Schiller's work at the Bogusławski Theatre brought to the fore the characteristics of his multi-faceted theatrical pursuits: modern staging and respect for the word, expressive courage in tackling social issues, interest in revolutionary changes and, concurrently, metaphysical musings on the world.

After the closure of the Bogusławski Theatre, Schiller returned - as a director - to the Teatr Polski; it was still managed by Arnold Szyfman. There he put on a naturalistic and socially involved production of Stefan Żeromski's Dzieje Grzechu / A Story of Sin (1926), a show attacked by the press and the audience, yet highly popular, attracting huge attendances owing to its scandalous reputation and charges of pornography, brutality, anarchy, and a Bolshevik flavour.

When Juliusz Słowacki's ashes were brought to Poland in 1927, the coffin lay at Warsaw's St John's Cathedral before interment in the Wawel compound. Schiller marked this occasion with Królowi duchowi w dniu jego powrotu / To King-Spirit on His Day of Return, an open-air show in the Old Town marketplace based on Słowacki's Kordian and Ksiądz Marek / Father Marek. His other 1927 production - this time staged at Teatr Polski - was Słowacki's Samuel Zborowski. Received as a national mystery play, this production was not intended as a grand show; instead, it highlighted the poetic and dramatic qualities of the text.

The following year, Schiller revisited Shakespeare, producing Julius Caesar, then, in 1929, he put on Bertolt Brecht's The Threepenny Opera. This première provoked a scandal, as a result of which Szyfman decided not to renew Schiller's contract. Edward Krasinski wrote:

"Bold and audacious, Schiller's production got Szyfman into major trouble, bringing financial, moral and political losses. Some of the audience left the theatre before the end, censors interfered, critics (...) protested against the abominations, sadism, naturalistic bluntness, low-life and thieving jargon, trivial music (E. Krasinski, "Leon Schiller w Teatrze Polskim 1917-1952" / Leon Schiller at Teatr Polski, Warsaw, 1987).

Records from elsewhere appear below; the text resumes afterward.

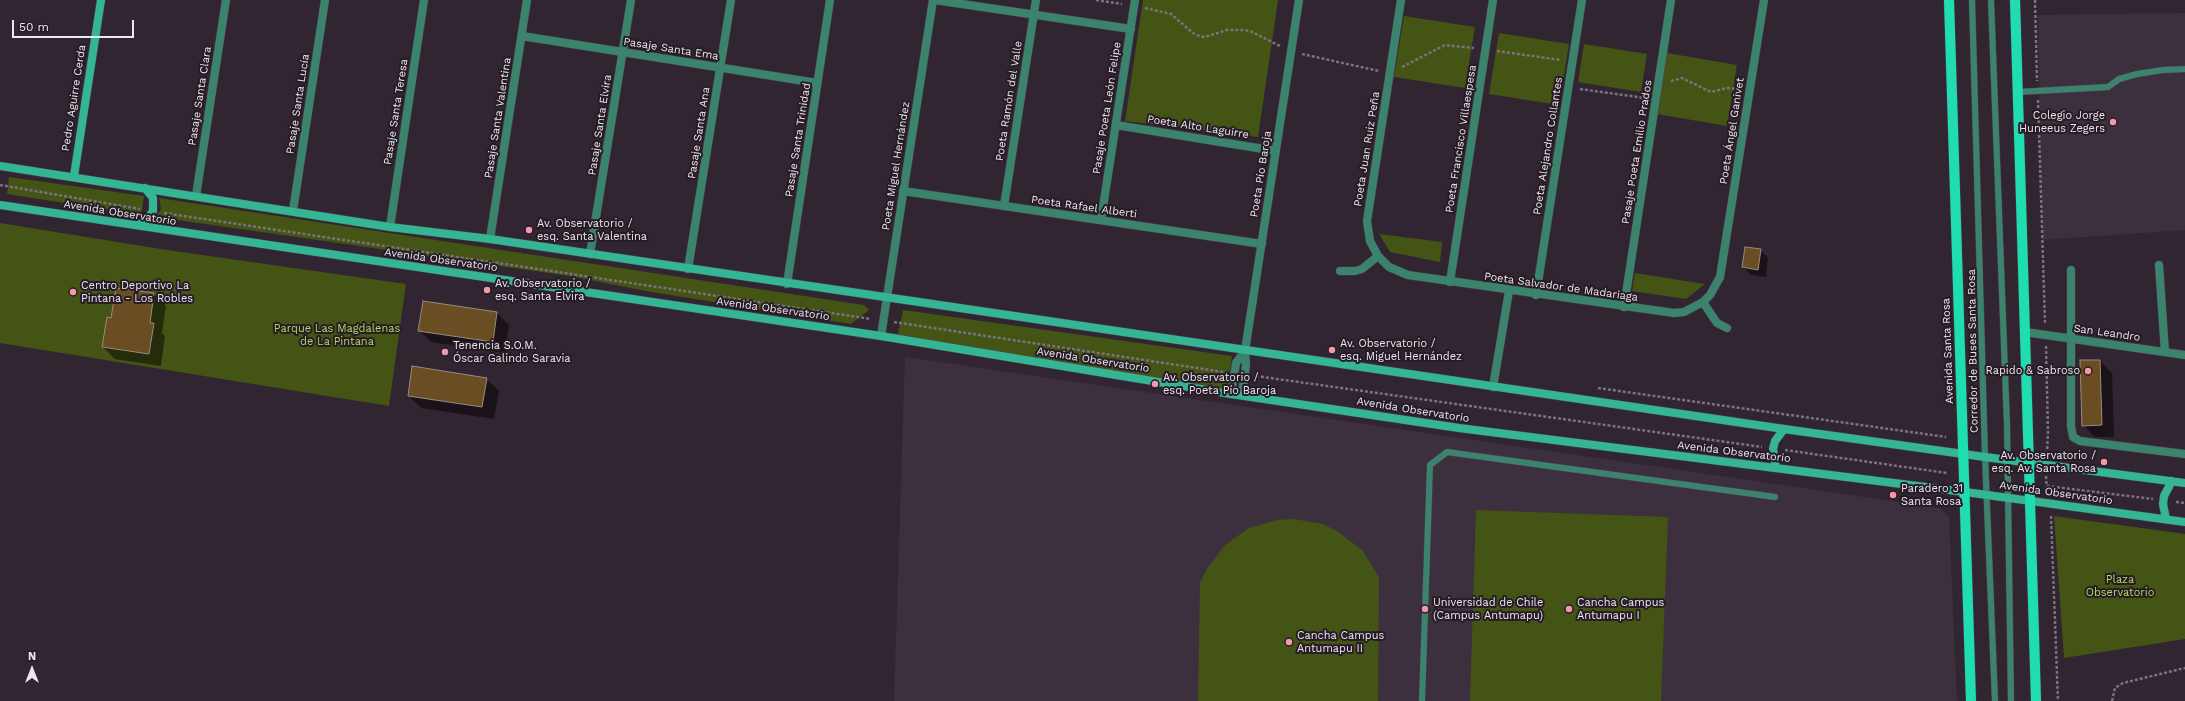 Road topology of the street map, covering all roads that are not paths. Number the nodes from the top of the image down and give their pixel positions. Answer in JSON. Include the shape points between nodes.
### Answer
{"nodes":[{"id":1,"x":101,"y":0,"type":"edge"},
{"id":2,"x":226,"y":0,"type":"edge"},
{"id":3,"x":325,"y":0,"type":"edge"},
{"id":4,"x":424,"y":0,"type":"edge"},
{"id":5,"x":527,"y":0,"type":"edge"},
{"id":6,"x":631,"y":0,"type":"edge"},
{"id":7,"x":732,"y":0,"type":"edge"},
{"id":8,"x":830,"y":0,"type":"edge"},
{"id":9,"x":934,"y":0,"type":"edge"},
{"id":10,"x":1036,"y":0,"type":"edge"},
{"id":11,"x":1299,"y":0,"type":"edge"},
{"id":12,"x":1401,"y":0,"type":"edge"},
{"id":13,"x":1493,"y":0,"type":"edge"},
{"id":14,"x":1582,"y":0,"type":"edge"},
{"id":15,"x":1671,"y":0,"type":"edge"},
{"id":16,"x":1764,"y":0,"type":"edge"},
{"id":17,"x":1949,"y":0,"type":"edge"},
{"id":18,"x":1972,"y":0,"type":"edge"},
{"id":19,"x":1991,"y":0,"type":"edge"},
{"id":20,"x":2015,"y":0,"type":"edge"},
{"id":21,"x":1135,"y":3,"type":"edge"},
{"id":22,"x":1034,"y":15,"type":"junction"},
{"id":23,"x":1130,"y":29,"type":"junction"},
{"id":24,"x":522,"y":36,"type":"junction"},
{"id":25,"x":623,"y":53,"type":"junction"},
{"id":26,"x":721,"y":69,"type":"junction"},
{"id":27,"x":2185,"y":69,"type":"edge"},
{"id":28,"x":817,"y":83,"type":"junction"},
{"id":29,"x":2018,"y":92,"type":"junction"},
{"id":30,"x":1116,"y":125,"type":"junction"},
{"id":31,"x":1276,"y":150,"type":"junction"},
{"id":32,"x":2,"y":168,"type":"edge"},
{"id":33,"x":74,"y":176,"type":"junction"},
{"id":34,"x":145,"y":188,"type":"junction"},
{"id":35,"x":903,"y":191,"type":"junction"},
{"id":36,"x":196,"y":196,"type":"junction"},
{"id":37,"x":0,"y":205,"type":"edge"},
{"id":38,"x":1004,"y":206,"type":"junction"},
{"id":39,"x":293,"y":211,"type":"junction"},
{"id":40,"x":1101,"y":220,"type":"junction"},
{"id":41,"x":131,"y":226,"type":"junction"},
{"id":42,"x":390,"y":227,"type":"junction"},
{"id":43,"x":490,"y":239,"type":"junction"},
{"id":44,"x":1262,"y":244,"type":"junction"},
{"id":45,"x":590,"y":254,"type":"junction"},
{"id":46,"x":1378,"y":256,"type":"junction"},
{"id":47,"x":1723,"y":266,"type":"joint"},
{"id":48,"x":2159,"y":266,"type":"dead end"},
{"id":49,"x":688,"y":269,"type":"junction"},
{"id":50,"x":2071,"y":270,"type":"dead end"},
{"id":51,"x":1340,"y":271,"type":"dead end"},
{"id":52,"x":1450,"y":282,"type":"junction"},
{"id":53,"x":787,"y":284,"type":"junction"},
{"id":54,"x":1509,"y":291,"type":"junction"},
{"id":55,"x":1536,"y":295,"type":"junction"},
{"id":56,"x":887,"y":298,"type":"junction"},
{"id":57,"x":1703,"y":302,"type":"junction"},
{"id":58,"x":1624,"y":307,"type":"junction"},
{"id":59,"x":1727,"y":328,"type":"dead end"},
{"id":60,"x":2025,"y":332,"type":"junction"},
{"id":61,"x":881,"y":336,"type":"junction"},
{"id":62,"x":2072,"y":339,"type":"junction"},
{"id":63,"x":1245,"y":351,"type":"junction"},
{"id":64,"x":2165,"y":352,"type":"junction"},
{"id":65,"x":2185,"y":354,"type":"edge"},
{"id":66,"x":1493,"y":387,"type":"junction"},
{"id":67,"x":1232,"y":394,"type":"junction"},
{"id":68,"x":1242,"y":394,"type":"junction"},
{"id":69,"x":1784,"y":429,"type":"junction"},
{"id":70,"x":1964,"y":454,"type":"junction"},
{"id":71,"x":2185,"y":454,"type":"edge"},
{"id":72,"x":1985,"y":457,"type":"junction"},
{"id":73,"x":2006,"y":460,"type":"junction"},
{"id":74,"x":2028,"y":462,"type":"junction"},
{"id":75,"x":1776,"y":468,"type":"junction"},
{"id":76,"x":2172,"y":481,"type":"junction"},
{"id":77,"x":2185,"y":483,"type":"edge"},
{"id":78,"x":1965,"y":492,"type":"junction"},
{"id":79,"x":1987,"y":495,"type":"junction"},
{"id":80,"x":1775,"y":497,"type":"dead end"},
{"id":81,"x":2007,"y":498,"type":"junction"},
{"id":82,"x":2030,"y":501,"type":"junction"},
{"id":83,"x":2166,"y":519,"type":"junction"},
{"id":84,"x":2185,"y":522,"type":"edge"},
{"id":85,"x":1422,"y":701,"type":"edge"},
{"id":86,"x":1971,"y":701,"type":"edge"},
{"id":87,"x":1995,"y":701,"type":"edge"},
{"id":88,"x":2012,"y":701,"type":"edge"},
{"id":89,"x":2036,"y":701,"type":"edge"}],
"edges":[{"from":1,"to":33,"type":"main road","name":"Pedro Aguirre Cerda"},
{"from":2,"to":36,"type":"street","name":"Pasaje Santa Clara"},
{"from":3,"to":39,"type":"street","name":"Pasaje Santa Lucía"},
{"from":4,"to":42,"type":"street","name":"Pasaje Santa Teresa"},
{"from":5,"to":24,"type":"street","name":"Pasaje Santa Valentina"},
{"from":6,"to":25,"type":"street","name":"Pasaje Santa Elvira"},
{"from":7,"to":26,"type":"street","name":"Pasaje Santa Ana"},
{"from":8,"to":28,"type":"street","name":"Pasaje Santa Trinidad"},
{"from":9,"to":22,"type":"street"},
{"from":9,"to":35,"type":"street","name":"Poeta Miguel Hernández"},
{"from":10,"to":22,"type":"street","name":"Poeta Ramón del Valle"},
{"from":11,"to":31,"type":"street","name":"Poeta Pío Baroja"},
{"from":12,"to":46,"type":"street","name":"Poeta Juan Ruiz Peña","via":[[1367,221],[1370,241]]},
{"from":13,"to":52,"type":"street","name":"Poeta Francisco Villaespesa"},
{"from":14,"to":55,"type":"street","name":"Poeta Alejandro Collantes"},
{"from":15,"to":58,"type":"street","name":"Pasaje Poeta Emilio Prados"},
{"from":16,"to":47,"type":"street","name":"Poeta Ángel Ganivet"},
{"from":17,"to":70,"type":"main road","name":"Avenida Santa Rosa"},
{"from":18,"to":72,"type":"lane","name":"Corredor de Buses Santa Rosa"},
{"from":19,"to":73,"type":"lane"},
{"from":20,"to":29,"type":"main road"},
{"from":21,"to":23,"type":"street","name":"Pasaje Poeta León Felipe"},
{"from":22,"to":23,"type":"street"},
{"from":22,"to":38,"type":"street","name":"Poeta Ramón del Valle"},
{"from":23,"to":30,"type":"street","name":"Pasaje Poeta León Felipe"},
{"from":24,"to":25,"type":"street","name":"Pasaje Santa Ema"},
{"from":24,"to":43,"type":"street","name":"Pasaje Santa Valentina"},
{"from":25,"to":26,"type":"street","name":"Pasaje Santa Ema"},
{"from":25,"to":45,"type":"street","name":"Pasaje Santa Elvira"},
{"from":26,"to":28,"type":"street","name":"Pasaje Santa Ema"},
{"from":26,"to":49,"type":"street","name":"Pasaje Santa Ana"},
{"from":27,"to":29,"type":"lane","via":[[2137,74],[2119,79],[2108,87]]},
{"from":28,"to":53,"type":"street","name":"Pasaje Santa Trinidad"},
{"from":29,"to":60,"type":"main road"},
{"from":30,"to":31,"type":"street","name":"Poeta Alto Laguirre"},
{"from":30,"to":40,"type":"street","name":"Pasaje Poeta León Felipe"},
{"from":31,"to":44,"type":"street","name":"Poeta Pío Baroja"},
{"from":32,"to":33,"type":"main road"},
{"from":33,"to":34,"type":"main road"},
{"from":34,"to":36,"type":"main road"},
{"from":34,"to":41,"type":"main road","via":[[153,198],[153,211],[145,222]]},
{"from":35,"to":38,"type":"street","name":"Poeta Rafael Alberti"},
{"from":35,"to":56,"type":"street","name":"Poeta Miguel Hernández"},
{"from":36,"to":39,"type":"main road"},
{"from":37,"to":41,"type":"main road","name":"Avenida Observatorio"},
{"from":38,"to":40,"type":"street","name":"Poeta Rafael Alberti"},
{"from":39,"to":42,"type":"main road"},
{"from":40,"to":44,"type":"street","name":"Poeta Rafael Alberti"},
{"from":41,"to":61,"type":"main road","name":"Avenida Observatorio"},
{"from":42,"to":43,"type":"main road"},
{"from":43,"to":45,"type":"main road"},
{"from":44,"to":63,"type":"street","name":"Poeta Pío Baroja"},
{"from":45,"to":49,"type":"main road"},
{"from":46,"to":51,"type":"street","via":[[1362,269]]},
{"from":46,"to":52,"type":"street","name":"Poeta Salvador de Madariaga","via":[[1398,272]]},
{"from":47,"to":57,"type":"street","name":"Poeta Salvador de Madariaga","via":[[1716,286]]},
{"from":48,"to":64,"type":"street"},
{"from":49,"to":53,"type":"main road"},
{"from":50,"to":62,"type":"street"},
{"from":52,"to":54,"type":"street","name":"Poeta Salvador de Madariaga"},
{"from":53,"to":56,"type":"main road"},
{"from":54,"to":55,"type":"street","name":"Poeta Salvador de Madariaga"},
{"from":54,"to":66,"type":"street"},
{"from":55,"to":58,"type":"street","name":"Poeta Salvador de Madariaga"},
{"from":56,"to":61,"type":"street","name":"Poeta Miguel Hernández"},
{"from":56,"to":63,"type":"main road"},
{"from":57,"to":58,"type":"street","name":"Poeta Salvador de Madariaga","via":[[1684,312],[1674,313]]},
{"from":57,"to":59,"type":"street","via":[[1717,323]]},
{"from":60,"to":62,"type":"street","name":"San Leandro"},
{"from":60,"to":74,"type":"main road"},
{"from":61,"to":67,"type":"main road","name":"Avenida Observatorio"},
{"from":62,"to":64,"type":"street","name":"San Leandro"},
{"from":62,"to":71,"type":"street","via":[[2073,437],[2080,441]]},
{"from":63,"to":66,"type":"main road"},
{"from":63,"to":67,"type":"street","name":"Poeta Pío Baroja","via":[[1236,363]]},
{"from":63,"to":68,"type":"street","name":"Poeta Pío Baroja"},
{"from":64,"to":65,"type":"street","name":"San Leandro"},
{"from":66,"to":69,"type":"main road"},
{"from":67,"to":68,"type":"main road","name":"Avenida Observatorio"},
{"from":68,"to":75,"type":"main road","name":"Avenida Observatorio","via":[[1459,428]]},
{"from":69,"to":70,"type":"main road"},
{"from":69,"to":75,"type":"main road","via":[[1772,448]]},
{"from":70,"to":72,"type":"main road"},
{"from":70,"to":78,"type":"main road","name":"Avenida Santa Rosa"},
{"from":72,"to":73,"type":"main road"},
{"from":72,"to":79,"type":"lane","name":"Corredor de Buses Santa Rosa"},
{"from":73,"to":74,"type":"main road"},
{"from":73,"to":81,"type":"lane"},
{"from":74,"to":76,"type":"main road"},
{"from":74,"to":82,"type":"main road"},
{"from":75,"to":78,"type":"main road","name":"Avenida Observatorio"},
{"from":76,"to":77,"type":"main road"},
{"from":76,"to":83,"type":"main road","via":[[2165,490],[2163,500]]},
{"from":78,"to":79,"type":"main road","name":"Avenida Observatorio"},
{"from":78,"to":86,"type":"main road","name":"Avenida Santa Rosa"},
{"from":79,"to":81,"type":"main road","name":"Avenida Observatorio"},
{"from":79,"to":87,"type":"lane","name":"Corredor de Buses Santa Rosa"},
{"from":80,"to":85,"type":"lane","via":[[1447,452],[1430,465]]},
{"from":81,"to":82,"type":"main road","name":"Avenida Observatorio"},
{"from":81,"to":88,"type":"lane"},
{"from":82,"to":83,"type":"main road","name":"Avenida Observatorio"},
{"from":82,"to":89,"type":"main road"},
{"from":83,"to":84,"type":"main road","name":"Avenida Observatorio"}]} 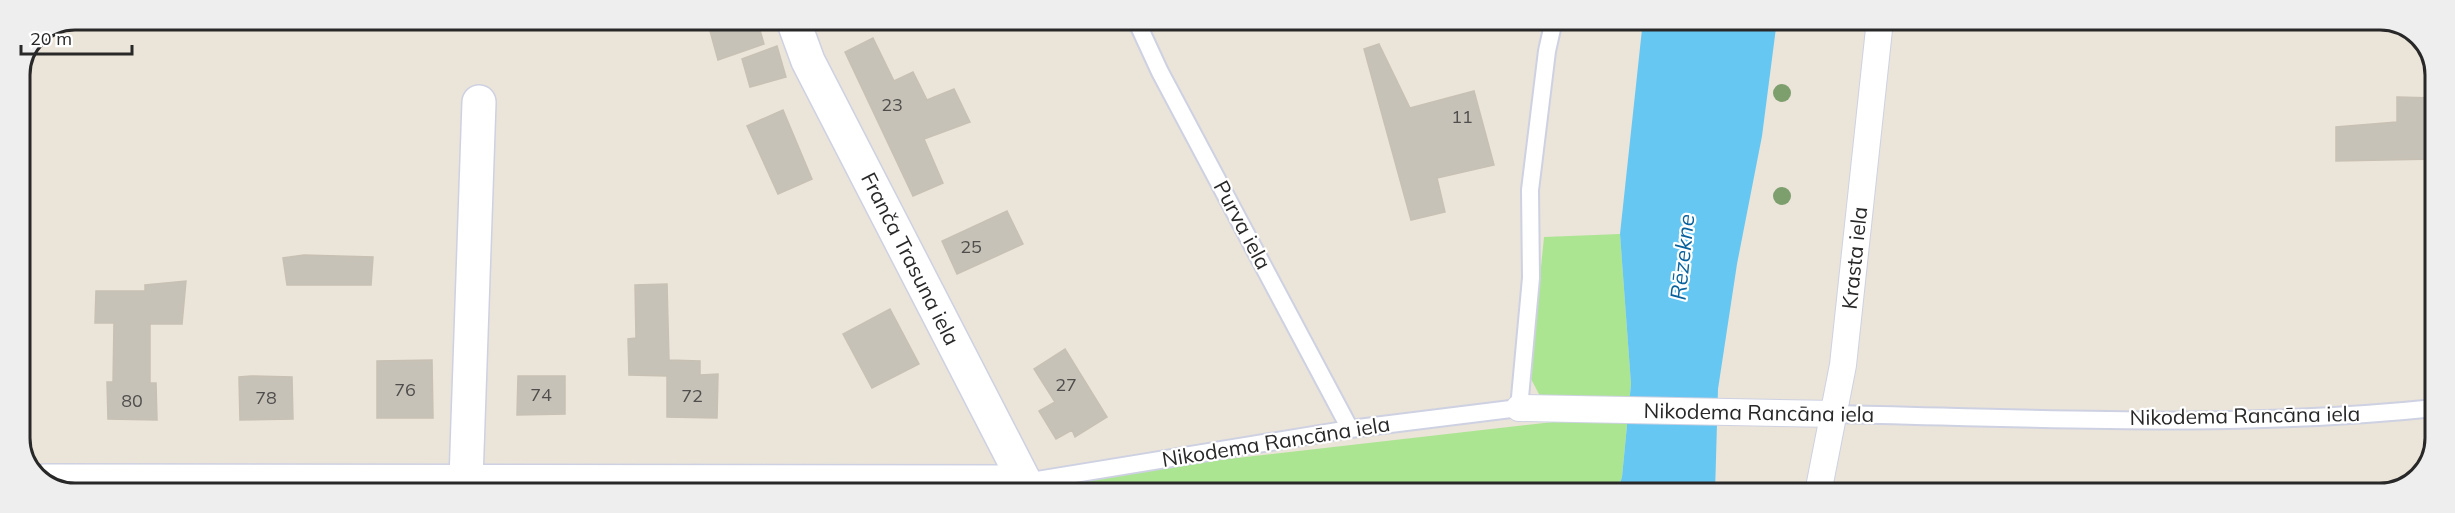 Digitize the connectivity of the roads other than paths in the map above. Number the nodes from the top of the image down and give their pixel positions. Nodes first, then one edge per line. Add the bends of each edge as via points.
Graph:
1 (797, 30) edge
2 (1141, 30) edge
3 (1552, 30) edge
4 (1879, 30) edge
5 (479, 102) dead end
6 (1519, 408) junction
7 (2425, 409) edge
8 (1835, 414) junction
9 (1350, 429) junction
10 (466, 480) junction
11 (64, 481) edge
12 (128, 483) edge
13 (415, 483) edge
14 (509, 483) edge
15 (1029, 483) edge
16 (1053, 483) edge
17 (1820, 483) edge

1 - 15 street, Franča Trasuna iela via 808,61
2 - 9 lane, Purva iela
3 - 6 lane via 1530,190 1531,278
4 - 8 street, Krasta iela
5 - 10 street
6 - 8 street, Nikodema Rancāna iela
6 - 9 lane, Nikodema Rancāna iela
7 - 8 lane, Nikodema Rancāna iela via 2264,419
8 - 17 street, Krasta iela
9 - 16 lane, Nikodema Rancāna iela
10 - 13 street, Nikodema Rancāna iela
10 - 14 street, Nikodema Rancāna iela
11 - 12 street, Nikodema Rancāna iela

Schiller was a great artistic personality by then and so, after the attack, there were voices defending him and protesting against his departure from the theatre. Before he left, he had produced Wyspiański's Bolesław Smialy in 1929, using Wyspiański's première staging of 1903 and set design by Karol Frycz. He also staged Wojciech Bogusławski's Krakowiacy i gorale / Cracovians and Highlanders, an open-air performance shown in the Old Town the same year.

At the time, Schiller sympathised with the communist left and worked with the Workers' Theatre Studio operating under the auspices of the Communist Party of Poland. He had always been open about his left-wing views, and it was not the first time that he had been attacked and expelled from the theatre because of them.

In 1929, he moved to Łódź to become director of the town's Teatr Miejski run by Karol Adwentowicz. There he produced Anderson and Stallings' The Rivals in Carl Zuckmayer's adaptation (1929), The Good Soldier Svejk after Jarosław Hasek (1930), and Friedrich Wolf's Cyankali (1930). In doing so, he implemented his programme of contemporary, left-wing, socially and politically involved theatre called "Zeittheater" - a theatre strongly rooted in its time, inspired by expressionism and the German avant-garde. The Rivals contained a powerful anti-war appeal, Cyankali dealt with abortion, and Svejk provided a biting political satire.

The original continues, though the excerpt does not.